A reading of Plaintiff's complaint, as well as his brief in opposition to the instant Motion, makes it plain that Plaintiff's allegation against Defendant Chenot pertains to his role as the District Attorney of Perry County. Particularly the Plaintiff argues that Defendant Chenot "prosecuted every thing he could get his hands on . . ." (Rec. Doc. 21 at 1). As the above-referenced precedent clearly indicates, Defendant Chenot is entitled to absolute immunity for acts taken by him in his role as a prosecutor.
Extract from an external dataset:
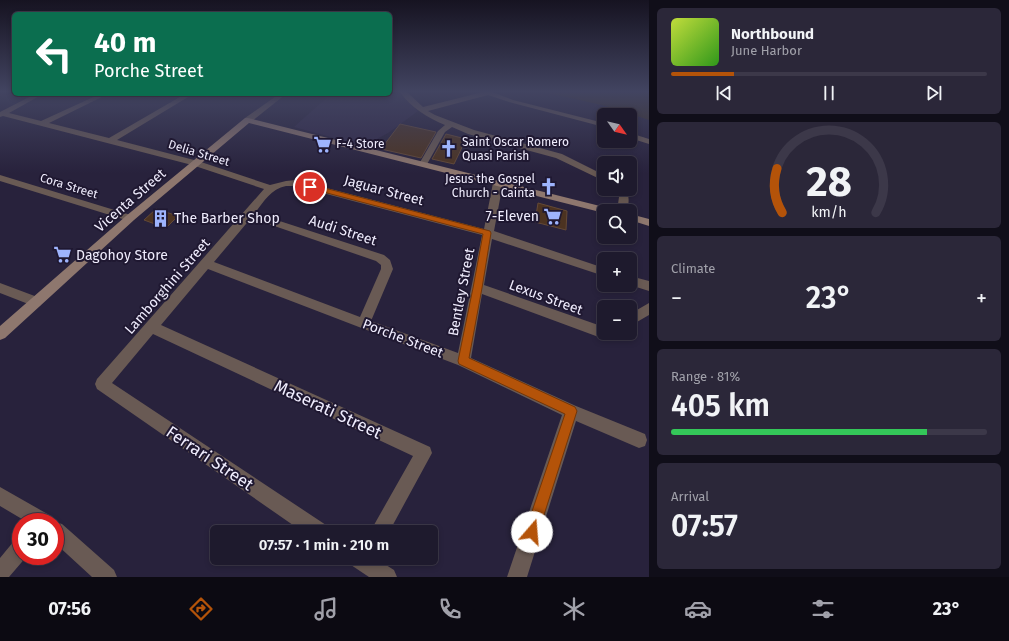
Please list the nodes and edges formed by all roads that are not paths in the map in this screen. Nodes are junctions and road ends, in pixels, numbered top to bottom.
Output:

Additionally, Plaintiff argues that Defendant Chenot "did nothing to protect the people in the community in which [he] took an Oath to protect." (Rec. Doc. 1 at ¶XVI). However, a prosecutor's decision not to prosecute is entitled to the same immunity as his decision to prosecute. See Mitchell v. Harvey, 2006 U.S. Dist. LEXIS 3560, *7 (D.N.J. 2006)(citing Roe v. City & County of San Francisco, 109 F.3d 578 (9th Cir. 1997)). Accordingly, Defendant Chenot's alleged nonfeasance as a prosecutor is not a cognizable claim and we shall dismiss this action as against Defendant Chenot.
B. Defendants Perry County Commissioners Amsler, Kennedy and Van Buskirk
It is well established that the respondeat superior theory of vicarious liability is inapplicable to complaints brought pursuant to the Civil Rights Act, particularly to claims brought pursuant to 42 U.S.C. § 1983. See Monell v. New York City Department of Social Services, 436 U.S. 658, 691 (1978). Furthermore, it is well established that a supervisory official's mere failure to at in the face of allegedly unconstitutional conduct committed by a subordinate cannot be the basis for imposition of Section 1983 liability. See Rizzo v. Goode, 423 U.S. 362, 376 (1976). In order to establish supervisory liability, a plaintiff must show an "affirmative link" between the supervisor's conduct ad the constitutional deprivation. Rizzo, 423 U.S. at 371. Accordingly, supervisory personnel are only liable for the Section 1983 violations of a subordinate if they knew of, participated in or acquiesced in the subordinate's conduct. See Capone v. Marinelli, 838 F. 2d 102, 106 n. 7 (3d Cir. 1989)(citing Hampton v. Holmesburg Prison Officials, 546 F.2d 1077, 1082 (3d Cir. 1976)).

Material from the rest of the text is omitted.